What else? Steve Niles' Secret Skull. Competent, though man would I have been mad had I paid what IDW wanted for the trade; story value is perhaps a third of what was charged. Nice coloring job, though, a cartoon version of the graveyard palette. Street Angel was nice; not up the expectations the relentless internet hyping saddled it with, but still: nice. It was, at times, I thought, too knowingly wacky for its own good, particularly the second issue; this problem was minimized as the volume went on, and later segments felt much more organic. The broken up lettering was a neat design element, though overused. And I demand, demand, damn it, to see the basketball skills put to use.

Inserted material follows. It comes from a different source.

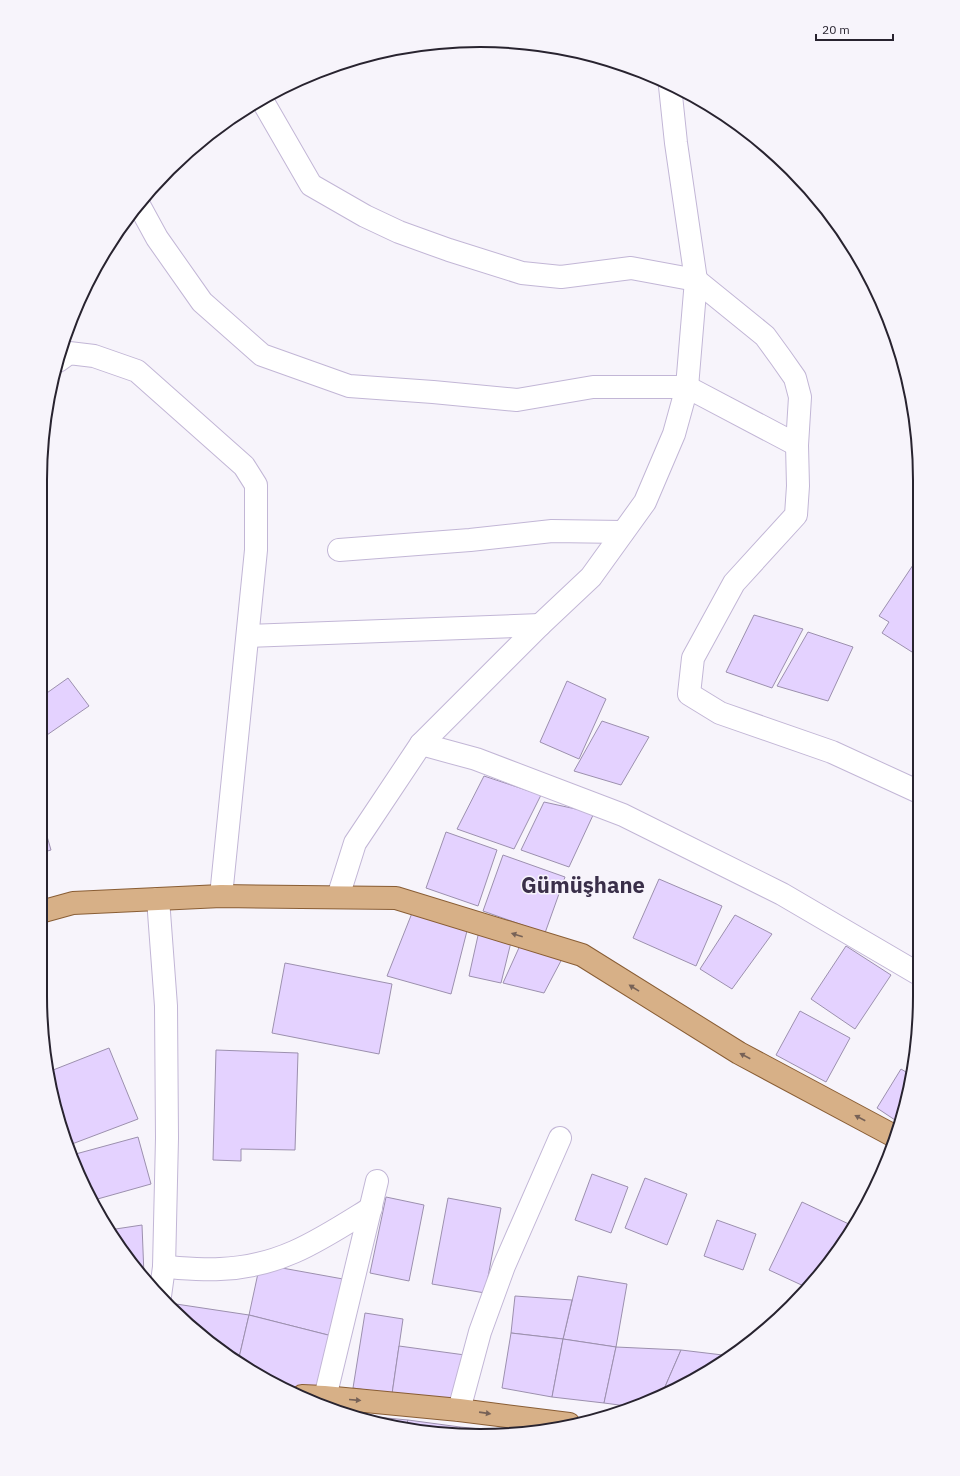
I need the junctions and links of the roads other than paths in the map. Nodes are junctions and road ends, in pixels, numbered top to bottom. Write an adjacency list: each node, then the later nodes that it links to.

And that's it for comics. Actually, not quite. I cranked through Thomas Ott's Cinema Panopticon prior to leaving. That book is an object lesson in the triumph of technique over content. A series of semi-horrific vignettes, told in wood cut, or so it appears. The stories are nothing special; typical EC style twisters. But the wood cut illustration lends these twice told tales weight they likely don't deserve; the stark, wavy lines are at once realistic and abstract. The art distorts from the real world in a way that highlights the surreality of the stories. Objects are recognizable but somehow wrong. I don't think that the story content could bear any sort of weight with a different art style.
I had substantially better luck with books. Flew through The Smartest Guys in the Room, about Enron, which turned out to be the scariest book I've read in years; a big red flashing reminder that the customer is not always right; that the customer is sometimes, in fact, really, really wrong. There's a lesson there for Alberto Gonzalez, should he choose to heed it. Less terrifying but still scary by virtue of personal interest is Evan Wright's Generation Kill, about Marines in Iraq; my brother in law should wrap boot camp next week, then on to Camp Lejeune. I wonder how much the soldiers in the book are products of the Marines, and how much of their attitude was concrete pre-enlistment. I wonder if it's even possible for him to come back as the same person I knew.
Read George R. R. Martin's A Storm of Swords. I'd resisted reading more fantasy for years, until the first book in this series. And now I'm nosing around the fantasy rack in Borders, sheepishly looking at spines. I know, just know, that I'm heading for a bad reading experience; several, likely. If the fourth book would come out sooner, I'd be able to better control this reawakened fantasy monkey on my back, but no....now release is in November sometime. Rats.
And lastly, read Melville's The Confidence Man. Who knew it was a non-fiction account of the Karl Rove era? Not me. Depressing, somehow, to realize that the tactics may change but the game never does.